When was the Italian Communist Party founded?

The Italian Communist Party was founded on the 21st of January 1921 in Livorno, when a faction led by Amadeo Bordiga, Antonio Gramsci, and Nicola Bombacci split from the Italian Socialist Party. It was initially named the Communist Party of Italy before being renamed the Italian Communist Party on the 15th of May 1943.

What was the Italian Communist Party's peak vote share?

The PCI reached its highest ever vote share in the 1976 Italian general election, winning 34.4% of the vote, equivalent to 12.6 million votes. At that time it was the largest communist party in any capitalist state.

Why was the Italian Communist Party removed from government in 1947?

The PCI was expelled from the Italian cabinet on the 31st of May 1947 under pressure from the United States.
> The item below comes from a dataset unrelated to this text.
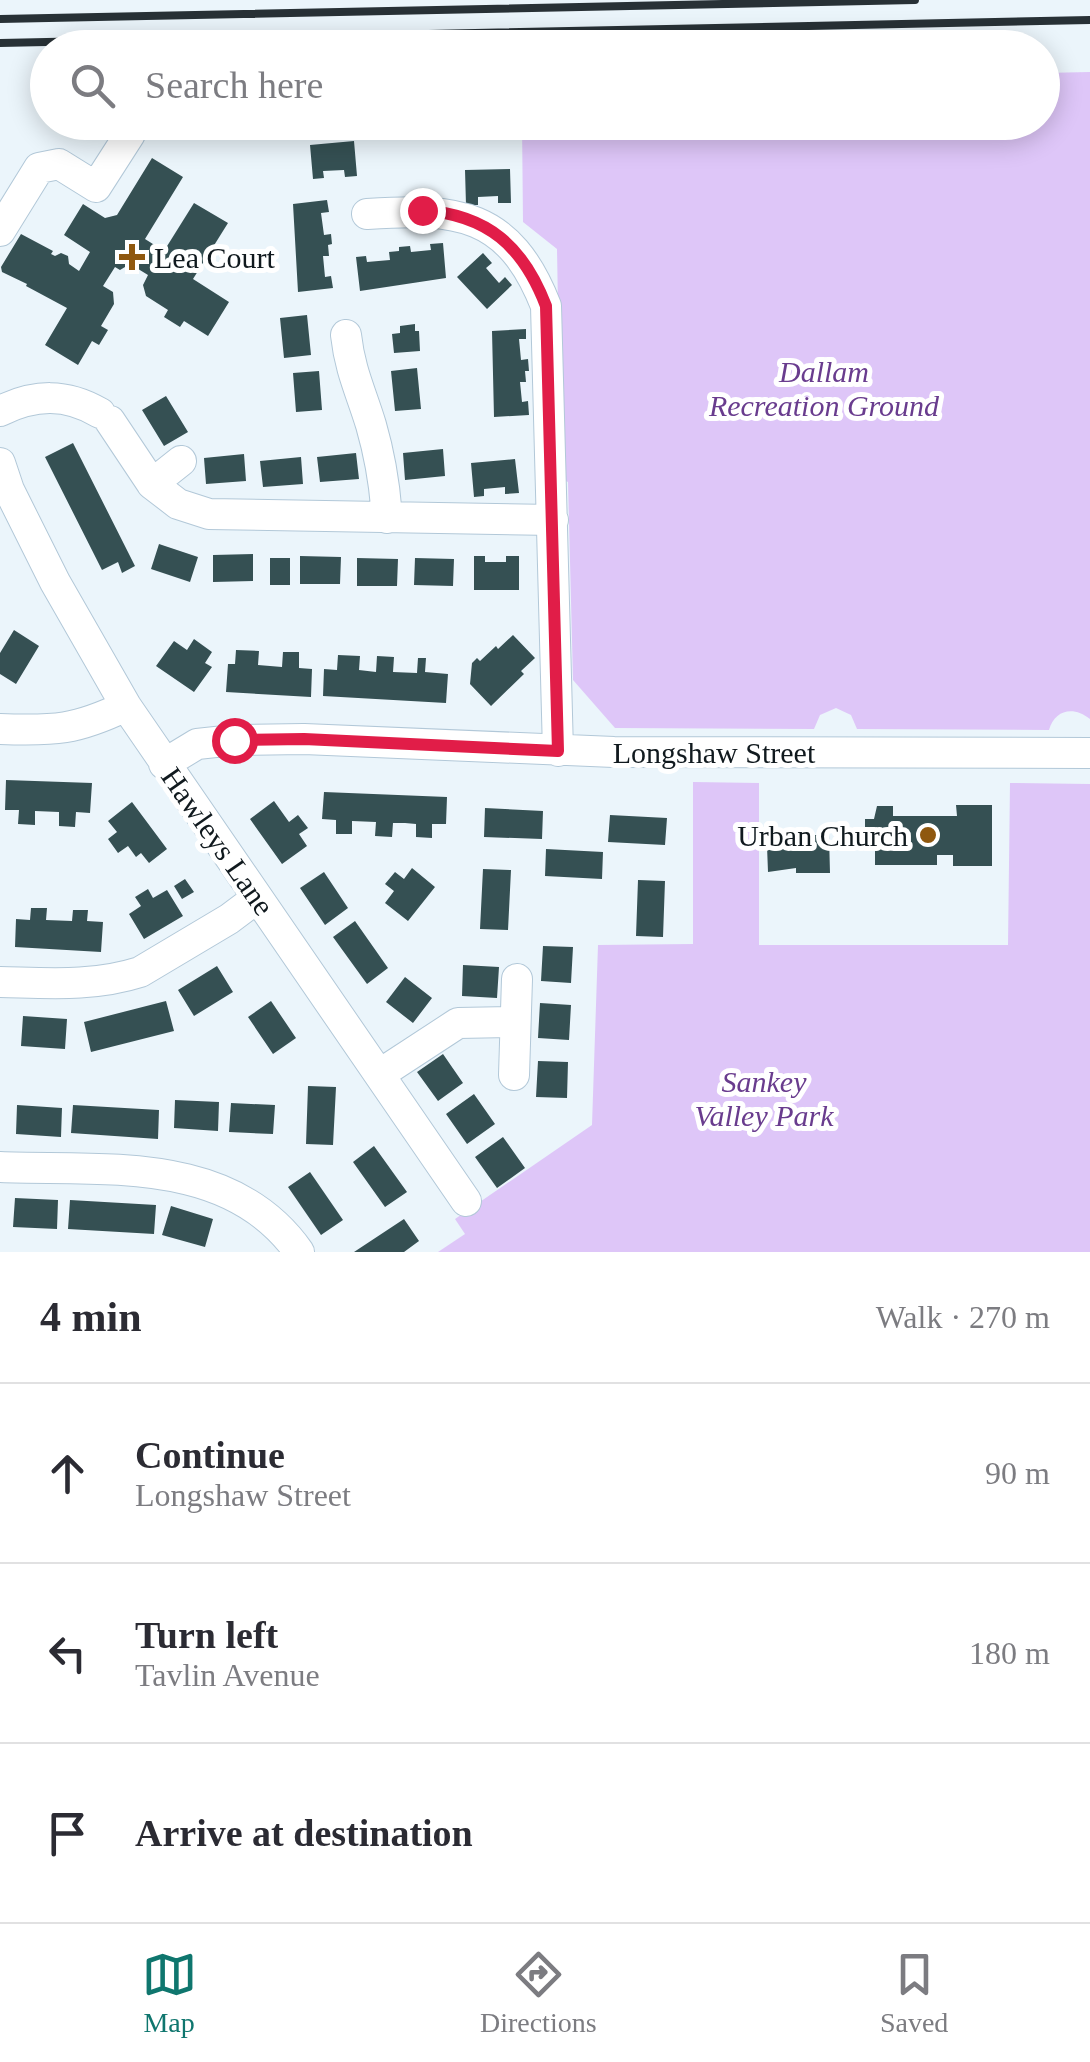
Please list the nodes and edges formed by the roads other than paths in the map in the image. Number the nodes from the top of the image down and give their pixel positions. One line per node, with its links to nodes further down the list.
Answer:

Secretary of State George Marshall told Prime Minister Alcide De Gasperi that anti-communism was a precondition for receiving American aid, and Ambassador James Clement Dunn directly asked De Gasperi to remove the PCI from government.

What was the Historic Compromise in Italian politics?

The Historic Compromise was a policy pursued by PCI secretary general Enrico Berlinguer, seeking cooperation between the communists, Christian Democrats, and Socialists through democratic means. The kidnapping and murder of DC leader Aldo Moro by the Red Brigades in May 1978 effectively ended prospects for the compromise, and it was formally abandoned as party policy in 1981.

How did the Italian Communist Party govern Bologna?

The PCI held Bologna continuously from 1945 onward and used it as a model of clean, uncorrupt local administration. Between 1946 and 1956, the communist city council built 31 nursery schools, 896 flats, and 9 schools, and provided subsidised school meals to 8,000 children. In 1972, Mayor Renato Zangheri introduced an innovative traffic plan restricting private vehicles and investing in cheap public transport.

How and why did the Italian Communist Party dissolve in 1991?

General secretary Achille Occhetto, who took office in 1988, announced the party's transformation at a 1989 conference in Bologna's Bolognina district, citing the collapse of communist governments in Eastern Europe. The party dissolved and refounded itself as the Democratic Party of the Left. A third of its membership, led by Armando Cossutta, refused to join and instead formed the Communist Refoundation Party.